Well I do trust them all day while they are off running around the camp and taking classes.  Sharing a meal you get a chance to ask them about their experience with the camp, staff, and their week.  I eat with a different group of scouts every meal to get a general pulse.  You see which kids are not eating and understand why they are sluggish, grumpy, etc.  You get to hear stories about staff and if they are providing a valid program.  Once meal time is over, then you can enjoy your cuppa joe if you must.  20 minutes three times a day is not asking much. 

 

Our troop rotates through about 5-6 camps so it is the first time for most of the scouts to attend this particular camp.  There are always specific concerns at each camp that they have not experienced before.  Some of the concerns need to be addressed at the adult level.  Most of the scouts enjoy a chance to tell stories about their day to someone who will listen.  Reminiscent of the old family meal. 

 

Too noisy in the mess hall to hear any table stories.
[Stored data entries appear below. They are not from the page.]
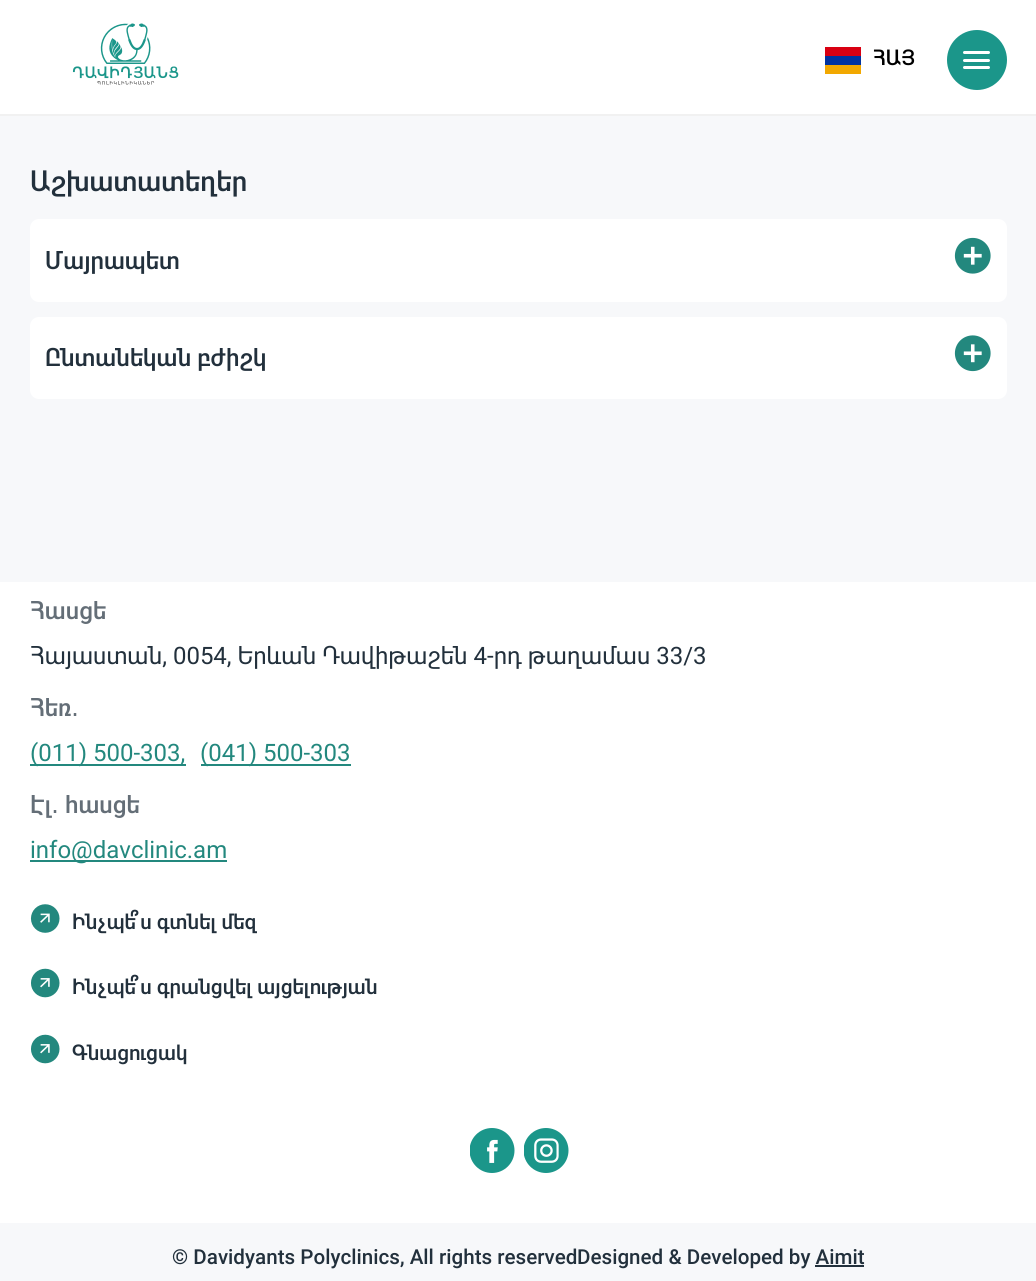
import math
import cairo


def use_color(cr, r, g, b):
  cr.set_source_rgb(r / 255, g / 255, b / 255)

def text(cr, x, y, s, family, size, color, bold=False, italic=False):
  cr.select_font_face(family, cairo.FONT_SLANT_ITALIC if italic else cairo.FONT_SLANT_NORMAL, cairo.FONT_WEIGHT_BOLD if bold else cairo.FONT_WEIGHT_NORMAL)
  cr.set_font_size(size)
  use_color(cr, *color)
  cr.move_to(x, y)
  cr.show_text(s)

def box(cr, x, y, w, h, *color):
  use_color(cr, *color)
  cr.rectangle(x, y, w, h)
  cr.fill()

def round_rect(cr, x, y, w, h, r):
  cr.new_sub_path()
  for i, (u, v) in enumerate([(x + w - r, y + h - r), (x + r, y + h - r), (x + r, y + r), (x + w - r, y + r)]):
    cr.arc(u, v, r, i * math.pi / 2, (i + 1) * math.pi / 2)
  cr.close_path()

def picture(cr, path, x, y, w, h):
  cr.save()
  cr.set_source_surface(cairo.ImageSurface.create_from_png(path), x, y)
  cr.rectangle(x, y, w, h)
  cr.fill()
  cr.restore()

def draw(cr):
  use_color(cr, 247, 248, 250)
  cr.paint()
  box(cr, 0, 0, 1036, 114, 255, 255, 255)
  box(cr, 0, 114, 1036, 2, 241, 241, 241)
  picture(cr, "img_01.png", 72, 23, 107, 63)
  box(cr, 825, 47, 36, 9, 217, 0, 18)
  box(cr, 825, 56, 36, 9, 0, 51, 160)
  box(cr, 825, 65, 36, 9, 242, 168, 0)
  use_color(cr, 27, 150, 138)
  cr.arc(977, 60, 30, 0, 2 * math.pi)
  cr.fill()
  use_color(cr, 255, 255, 255)
  round_rect(cr, 963, 59, 27, 3, 1.5)
  cr.fill()
  round_rect(cr, 963, 51, 27, 3, 1.5)
  cr.fill()
  round_rect(cr, 963, 66, 27, 3, 1.5)
  cr.fill()
  round_rect(cr, 30, 219, 977, 83, 9)
  cr.fill()
  picture(cr, "img_02.png", 954, 237, 37, 37)
  round_rect(cr, 30, 317, 977, 82, 9)
  cr.fill()
  picture(cr, "img_03.png", 954, 335, 37, 37)
  box(cr, 0, 582, 1036, 641, 255, 255, 255)
  box(cr, 30, 764, 156, 2, 35, 136, 126)
  box(cr, 201, 764, 150, 2, 35, 136, 126)
  box(cr, 30, 860, 197, 2, 35, 136, 126)
  picture(cr, "img_04.png", 30, 904, 30, 29)
  picture(cr, "img_05.png", 31, 968, 29, 30)
  picture(cr, "img_05.png", 31, 1034, 29, 30)
  picture(cr, "img_06.png", 470, 1128, 45, 45)
  picture(cr, "img_07.png", 524, 1128, 45, 45)
  box(cr, 815, 1265, 49, 2, 34, 48, 60)
  text(cr, 873, 65, "ՀԱՅ", "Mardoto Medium", 20.6, (0, 0, 0))
  text(cr, 30, 191, "Աշխատատեղեր", "Mardoto Medium", 27.5, (34, 48, 60))
  text(cr, 45, 269, "Մայրապետ", "Mardoto Medium", 24, (34, 48, 60))
  text(cr, 45, 366, "Ընտանեկան բժիշկ", "Mardoto Medium", 24, (34, 48, 60))
  text(cr, 30, 619, "Հասցե", "Mardoto Medium", 24, (100, 110, 119))
  text(cr, 30, 664, "Հայաստան, 0054, Երևան Դավիթաշեն 4-րդ թաղամաս 33/3", "Mardoto", 24, (34, 48, 60))
  text(cr, 30, 716, "Հեռ", "Mardoto Medium", 24, (100, 110, 119))
  text(cr, 71, 716, "․", "DejaVu Sans", 24, (100, 110, 119))
  text(cr, 30, 761, "(011) 500-303,", "Mardoto", 24, (35, 136, 126))
  text(cr, 200, 761, "(041) 500-303", "Mardoto", 24, (35, 136, 126))
  text(cr, 30, 813, "Էլ", "Mardoto Medium", 24, (100, 110, 119))
  text(cr, 51, 813, "․", "DejaVu Sans", 24, (100, 110, 119))
  text(cr, 65, 813, "հասցե", "Mardoto Medium", 24, (100, 110, 119))
  text(cr, 30, 858, "info@davclinic.am", "Mardoto", 24, (35, 136, 126))
  text(cr, 72, 929, "Ինչպե՞ս գտնել մեզ", "Mardoto Medium", 20.6, (34, 48, 60))
  text(cr, 72, 994, "Ինչպե՞ս գրանցվել այցելության", "Mardoto Medium", 20.6, (34, 48, 60))
  text(cr, 72, 1060, "Գնացուցակ", "Mardoto Medium", 20.6, (34, 48, 60))
  text(cr, 172, 1264, "© Davidyants Polyclinics, All rights reserved", "Mardoto Medium", 20.6, (34, 48, 60))
  text(cr, 577, 1264, "Designed & Developed by Aimit", "Mardoto Medium", 20.6, (34, 48, 60))


surface = cairo.ImageSurface(cairo.FORMAT_RGB24, 1036, 1281)
cr = cairo.Context(surface)
options = cairo.FontOptions()
options.set_hint_metrics(cairo.HINT_METRICS_OFF)
options.set_hint_style(cairo.HINT_STYLE_NONE)
cr.set_font_options(options)
cr.set_miter_limit(4)
draw(cr)
surface.write_to_png("out.png")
Can't agree that it is reminiscent of any of my old family meals where no one would speak while eating, only one person spoke at a time, no elbows were on table, and all exhibited table manners or were quickly corrected. It is more reminiscent of a school cafeteria meal assuming adults would sit a school cafeteria table with students.

 

I think a quiet cup of coffee is not asking much for adults who are giving up a vacation week.


Edited by RememberSchiff, 28 June 2016 - 11:08 AM.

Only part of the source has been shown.